1Department of Surgery, University Medical Center Groningen, University of Groningen, Groningen, Netherlands

2Department of Biomedical Signals and Systems, University of Twente, Enschede, Netherlands

3Department of Cardiovascular and Respiratory Physiology, University of Twente, Enschede, Netherlands

4eHealth group, Roessingh Research and Development, Enschede, Netherlands

Corresponding Author:

Marjolein E Haveman, MSc

Department of Surgery

University Medical Center Groningen

University of Groningen


Hanzeplein 1

Groningen, 9713 GZ


Phone: 31 625646832


Background: Continuous telemonitoring of vital signs in a clinical or home setting may lead to improved knowledge of patients’ baseline vital signs and earlier detection of patient deterioration, and it may also facilitate the migration of care toward home. Little is known about the performance of available wearable sensors, especially during daily life activities, although accurate technology is critical for clinical decision-making.

Objective: The aim of this study is to assess the data availability, accuracy, and concurrent validity of vital sign data measured with wearable sensors in volunteers during various daily life activities in a simulated free-living environment.

Methods: Volunteers were equipped with 4 wearable sensors (Everion placed on the left and right arms, VitalPatch, and Fitbit Charge 3) and 2 reference devices (Oxycon Mobile and iButton) to obtain continuous measurements of heart rate (HR), respiratory rate (RR), oxygen saturation (SpO2), and temperature. Participants performed standardized activities, including resting, walking, metronome breathing, chores, stationary cycling, and recovery afterward. Data availability was measured as the percentage of missing data. Accuracy was evaluated by the median absolute percentage error (MAPE) and concurrent validity using the Bland-Altman plot with mean difference and 95% limits of agreement (LoA).

Results: A total of 20 volunteers (median age 64 years, range 20-74 years) were included. Data availability was high for all vital signs measured by VitalPatch and for HR and temperature measured by Everion. Data availability for HR was the lowest for Fitbit (4807/13,680, 35.14% missing data points). For SpO2 measured by Everion, median percentages of missing data of up to 100% were noted. The overall accuracy of HR was high for all wearable sensors, except during walking. For RR, an overall MAPE of 8.6% was noted for VitalPatch and that of 18.9% for Everion, with a higher MAPE noted during physical activity (up to 27.1%) for both sensors. The accuracy of temperature was high for VitalPatch (MAPE up to 1.7%), and it decreased for Everion (MAPE from 6.3% to 9%). Bland-Altman analyses showed small mean differences of VitalPatch for HR (0.1 beats/min [bpm]), RR (−0.1 breaths/min), and temperature (0.5 °C). Everion and Fitbit underestimated HR up to 5.3 (LoA of −39.0 to 28.3) bpm and 11.4 (LoA of −53.8 to 30.9) bpm, respectively.

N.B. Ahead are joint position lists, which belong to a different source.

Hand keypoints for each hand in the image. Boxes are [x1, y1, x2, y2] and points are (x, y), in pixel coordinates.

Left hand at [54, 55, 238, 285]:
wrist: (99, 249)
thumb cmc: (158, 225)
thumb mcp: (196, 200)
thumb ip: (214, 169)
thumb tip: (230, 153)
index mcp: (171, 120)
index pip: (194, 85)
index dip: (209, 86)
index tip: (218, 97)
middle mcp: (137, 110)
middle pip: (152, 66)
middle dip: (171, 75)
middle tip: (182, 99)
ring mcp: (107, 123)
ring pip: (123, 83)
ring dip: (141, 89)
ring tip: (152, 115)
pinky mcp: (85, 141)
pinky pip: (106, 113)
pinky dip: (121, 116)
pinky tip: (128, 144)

Everion had a small mean difference with large LoA (−10.8 to 10.4 breaths/min) for RR, underestimated SpO2 (>1%), and overestimated temperature up to 2.9 °C.

Conclusions: Data availability, accuracy, and concurrent validity of the studied wearable sensors varied and differed according to activity. In this study, the accuracy of all sensors decreased with physical activity. Of the tested sensors, VitalPatch was found to be the most accurate and valid for vital signs monitoring.

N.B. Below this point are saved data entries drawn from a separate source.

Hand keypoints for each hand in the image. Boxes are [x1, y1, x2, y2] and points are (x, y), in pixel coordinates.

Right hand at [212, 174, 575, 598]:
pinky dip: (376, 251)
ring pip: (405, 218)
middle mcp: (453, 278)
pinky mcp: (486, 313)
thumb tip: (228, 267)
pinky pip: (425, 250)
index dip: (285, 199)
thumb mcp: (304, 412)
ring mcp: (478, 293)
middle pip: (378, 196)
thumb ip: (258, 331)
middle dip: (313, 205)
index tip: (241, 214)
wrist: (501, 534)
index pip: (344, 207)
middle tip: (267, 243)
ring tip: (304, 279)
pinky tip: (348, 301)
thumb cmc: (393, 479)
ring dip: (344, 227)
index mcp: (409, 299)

JMIR Form Res 2022;6(1):e30863




Continuous telemonitoring of vital signs in daily life may lead to earlier detection of patient deterioration [1-3] and facilitate the migration of care toward home. In chronic diseases, telemonitoring is associated with improved clinical outcomes and cost-effectiveness of care [4,5]. It is expected that telemonitoring may also be of added value in other settings, such as the perioperative trajectory to monitor postoperative recovery in a ward or home setting. Preoperative monitoring at home may improve the knowledge of patients’ baseline vital signs. Especially since the COVID-19 pandemic, the demand for remote monitoring of vital signs has grown [6].

Several wearable sensors are available for telemonitoring of patients both in hospital and at home [1,7], which mainly differ in the location of placement, being reusable or disposable, battery life, and data transmission. According to legislation, sensors must be certified as a medical device and be safe and beneficial in their intended use. However, wearable sensors should be accurate and reliable as well before implementation in health care [1]. Accurate technology for telemonitoring is essential when used for clinical decision-making, although little is known about the accuracy and reliability of current generation wearable sensors, especially during daily life activities. Wearable sensors for continuous monitoring of vital signs are often evaluated in the in-patient setting [7] using patches (ie, Sensium Vitals, Sensium), mattress sensors (ie, EarlySense, EarlySense Inc), or more extensive sensors worn on the arm (ie, Radius-7, Masimo) [8]. Results from in-patient settings cannot directly be translated to the home environment when performing daily activities with less supervision, and research using wearable sensors for vital sign monitoring at home is lacking.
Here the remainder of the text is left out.